Timothy G. Howard and Pamela J. Whipps have each entered into a severance
agreement with the Company which would require the Company to immediately fund
an escrow account for each of them in the event a change-in-control (as defined
in the agreement) of the Company is threatened. In such event, the Company must
deposit into such account for the benefit of such employee an amount equal to
two times the sum of his or her current annual salary, bonus award for the most
recently completed year, and the Long-Term Incentive Compensation Plan payment
awarded, or to be awarded, determined by whichever date is nearest to the date
of the occurrence requiring the escrow deposit. If such employee's employment
terminates, for any reason other than disability, retirement, or death, within
two years after a change-in-control of the Company occurs, then such employee
shall be entitled to benefit payments from such escrow in the aggregate amount
described above. Payment of such escrow fund amount shall be made in 24 monthly
installments. The escrow account shall terminate and all funds therein shall be
returned to the Company two years following deposit of said funds in the escrow
account if proper demand for said funds is not made by such employee under the
terms of the severance agreement. If such employee's employment is terminated
prior to the occurrence of a change-in-control of the Company, escrow payments
are forfeited.
Mr. Molen receives benefits under a Restricted Stock Unit Program (the "COO
Program") dated January 1, 1987, whereby he received grants of 11,250 restricted
units (adjusted to reflect subsequent stock splits) on January 1, 1987, 1988,
1989, 1990, and 1991. When earned, a restricted unit is equivalent to a share of
the Company's Common Stock valued at fair market value (as defined in the COO
Program). The restricted units will fully vest on January 1, 1997, 1998, 1999,
2000, and 2001, respectively, subject to (i) earlier vesting due to, among other
things, a change-in-control of the Company (as described in the COO Program),
and (ii) forfeiture due to, among other things, termination for cause. Upon
grant, the restricted units accumulate additional restricted units equal to
dividends paid on the Company's Common Stock. Once vested, the then actual value
of each restricted unit will be paid in cash. The COO Program requires Mr. Molen
not to compete with the Company for a period of five years following termination
of his employment.
Mr. Molen also may receive benefits under the 1993 CEO Long-Term
Performance Plan ("CEO Plan"), effective January 1, 1993. Under the CEO Plan,
Mr. Molen may earn a performance award in the form of a cash payment if, and
only if, the Company achieves the requisite Total Shareholder Return (as defined
in the CEO Plan to include the annual rate of growth of the Common Stock and the
dividends paid on such stock) on a Beginning Share Price (as defined in the CEO
Plan) during the applicable performance period.

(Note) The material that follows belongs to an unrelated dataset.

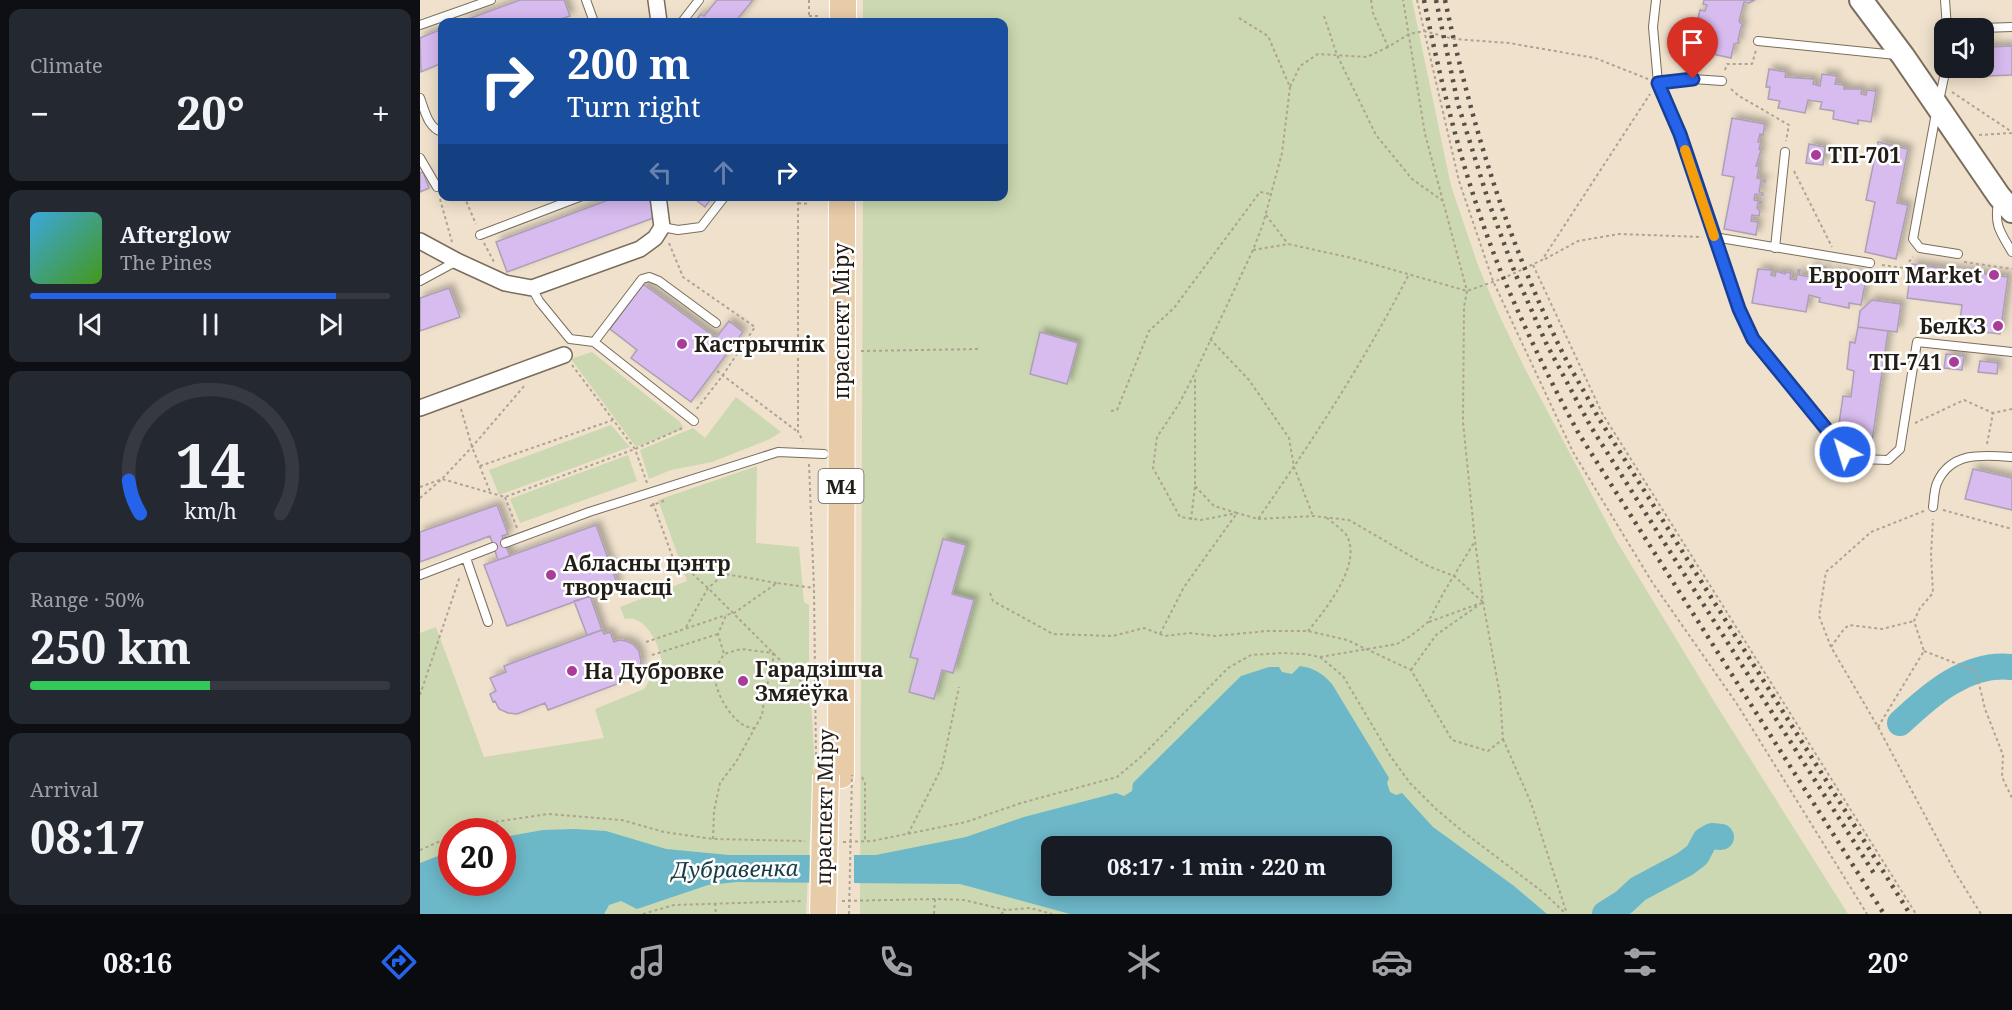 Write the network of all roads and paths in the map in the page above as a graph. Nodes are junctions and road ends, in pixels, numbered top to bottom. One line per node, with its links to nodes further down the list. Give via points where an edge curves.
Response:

Five performance periods were
established, three of which began January 1, 1993, and end December 31, 1995,
1996, and 1997, respectively. The fourth and fifth performance periods began
January 1, 1994, and 1995, respectively, and end December 31, 1998, and 1999,
respectively. For the performance period beginning January 1, 1993 and ended
December 31, 1995, the Beginning Share Price was $16.25 and a Total Shareholder
Return of 15 percent or greater was required at the end of the performance
period for the receipt of a performance award by Mr. Molen. A Total Shareholder
Return of 15 percent was not achieved for this period, and, thus, no award was
made. The Compensation Committee of the Board of Directors administers the CEO
Plan. In the event Mr. Molen ceases to be employed by the Company for any reason
other than death, permanent disability or change of control (as defined in the
CEO Plan) prior to completion of a performance period, the performance award
will be forfeited, and no payment with respect thereto shall be made to Mr.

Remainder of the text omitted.